The idea of Scott Brown running for the U.S. Senate from New Hampshire never made sense, and it has not improved with age. Brown’s very public vacillation about the race has set a new standard for indecisiveness. He has been unable to articulate a reason for running. Recently, Brown said that negative ads that have been run against him may prompt him to get into the race. A candidacy based on pique is better suited for student council president than federal office.
Now, Brown’s poll numbers are falling so quickly that one wonders why Republicans were ever in such a tizzy about his possible candidacy. A January UNH Survey Center poll had Sen. Jeanne Shaheen beating Brown by 10 points, while Brown was viewed favorably by only 38 percent. Suffolk University released a poll last week that had Shaheen defeating the former Massachusetts senator 52 percent to 39 percent. Only 38 percent of those polled viewed Brown favorably, compared to 52 percent for Shaheen. Shaheen’s numbers have strengthened despite hundreds of thousands of dollars in anti-Shaheen ads run in recent months. Instead of softening up the Granite State’s senior senator, the ads have boomeranged. Her supporters have responded by donating to a significant war chest for the campaign.
Brown’s not-quite-a-campaign has other problems. A Boston Herald story quoted unnamed Republican sources saying that Brown was “likely to snub” Mitt Romney’s campaign team in building a New Hampshire campaign structure. One anonymous “top GOP” state official asked why Brown would use a campaign team that had lost by seven points. All these local consultants salivating over a potential Brown campaign cash cow shouldn’t be so quick to criticize their colleagues: after all, there has been only one successful statewide Republican campaign in the last 10 years. Besides, this inside baseball sniping has put Brown in the position of having to smooth the ruffled feathers of local Romnney-ites before he has even decided to run.
Then there was the story that Brown was reaching out to former GOP chairman Jack Kimball. Pundits believe Brown can appeal to voters by running as the sort of moderate/conservative Republican who used to be elected here. Genuflecting to Jack Kimball, the most Tea Party of Tea Partiers, ruins that hoped-for image. Kimball’s latest venture, for example, is promoting “Operation American Spring,” a plan to bring 10 million people to Washington, D.C., to demand that the elected leadership of the United States, both Democrats and Republicans, resign en masse. Kimball calls it an aggressive effort; I call it an attempted coup to oust our duly elected President and Congress. Brown’s appeal for Kimball’s support is both a little embarrassing and a little desperate.
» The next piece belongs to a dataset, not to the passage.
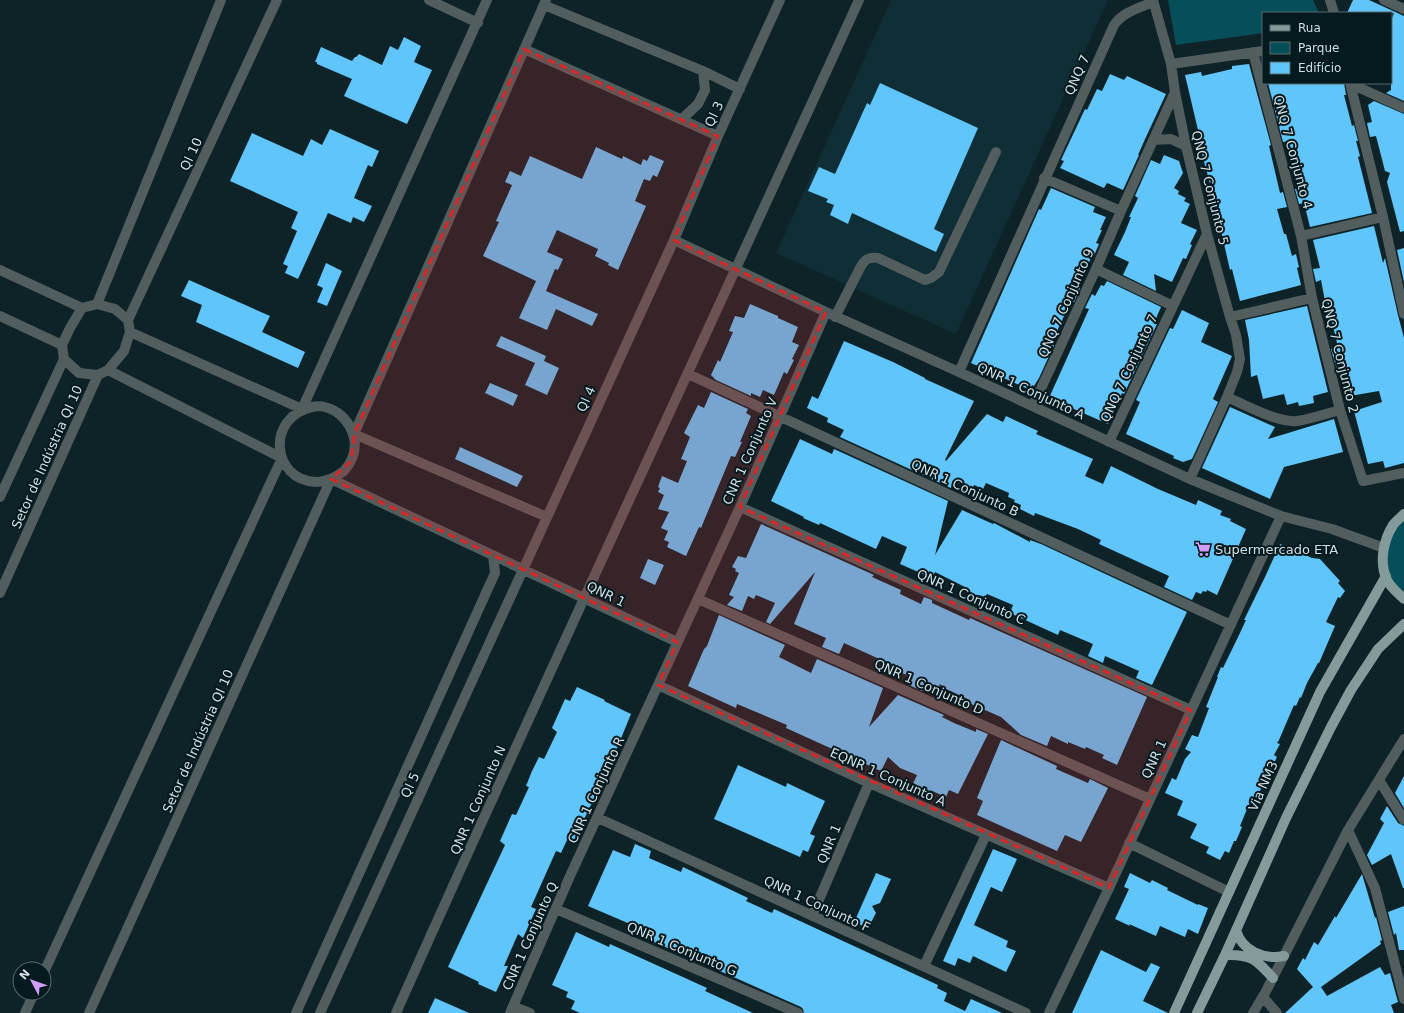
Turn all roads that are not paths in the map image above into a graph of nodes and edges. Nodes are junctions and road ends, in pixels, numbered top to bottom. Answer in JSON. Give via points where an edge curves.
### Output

But here is the really bad news for Brown: his poll numbers are falling before the Shaheen campaign has brought out its heavy artillery: Scott Brown’s own record. He especially is vulnerable in his support for large energy companies. While in the Senate, he voted against a motion to allow a vote on a bill to close about $21 billion in tax loopholes for oil companies. In 2012, he voted to stop another bill from reaching the Senate floor that would have closed $24 billion in energy company tax loopholes. We can expect to hear a lot about Brown’s financial support from the oil and gas industries, which have donated more than $450,000 to his campaigns. This record was a major factor in Brown’s 2012 loss in Massachusetts.
Brown’s positions on women’s issues also are a problem for him in New Hampshire, a state where the votes of moderate female voters can win — or lose — elections. He co-sponsored the Blunt Amendment, which would have allowed employers to decide what medical care a company’s health insurance plan would provide. Not only could an employer have denied contraceptive coverage, a company could have denied HIV screenings and other services on religious grounds. He also voted against the Paycheck Fairness Act, which would have required employers to prove that discrepancies between pay to male and female employees were job-based, not gender-based. Positions such as these would drag him down among women voters, especially in a race against Jeanne Shaheen, who is popular with women voters.
All Brown has going for him right now is the prospect of significant help from the energy interests and Wall Street donors who have supported him previously. However, those supporters can easily shift course and send their money to more fertile ground in other states unless he can reverse his declining poll numbers. With the filing period just three months away, Brown has little time to prove that he has a political future in his newly adopted state.
Kathy Sullivan is a Manchester attorney and a member of the Democratic National Committee. She was chairman of the state Democratic Party from 1999-2007.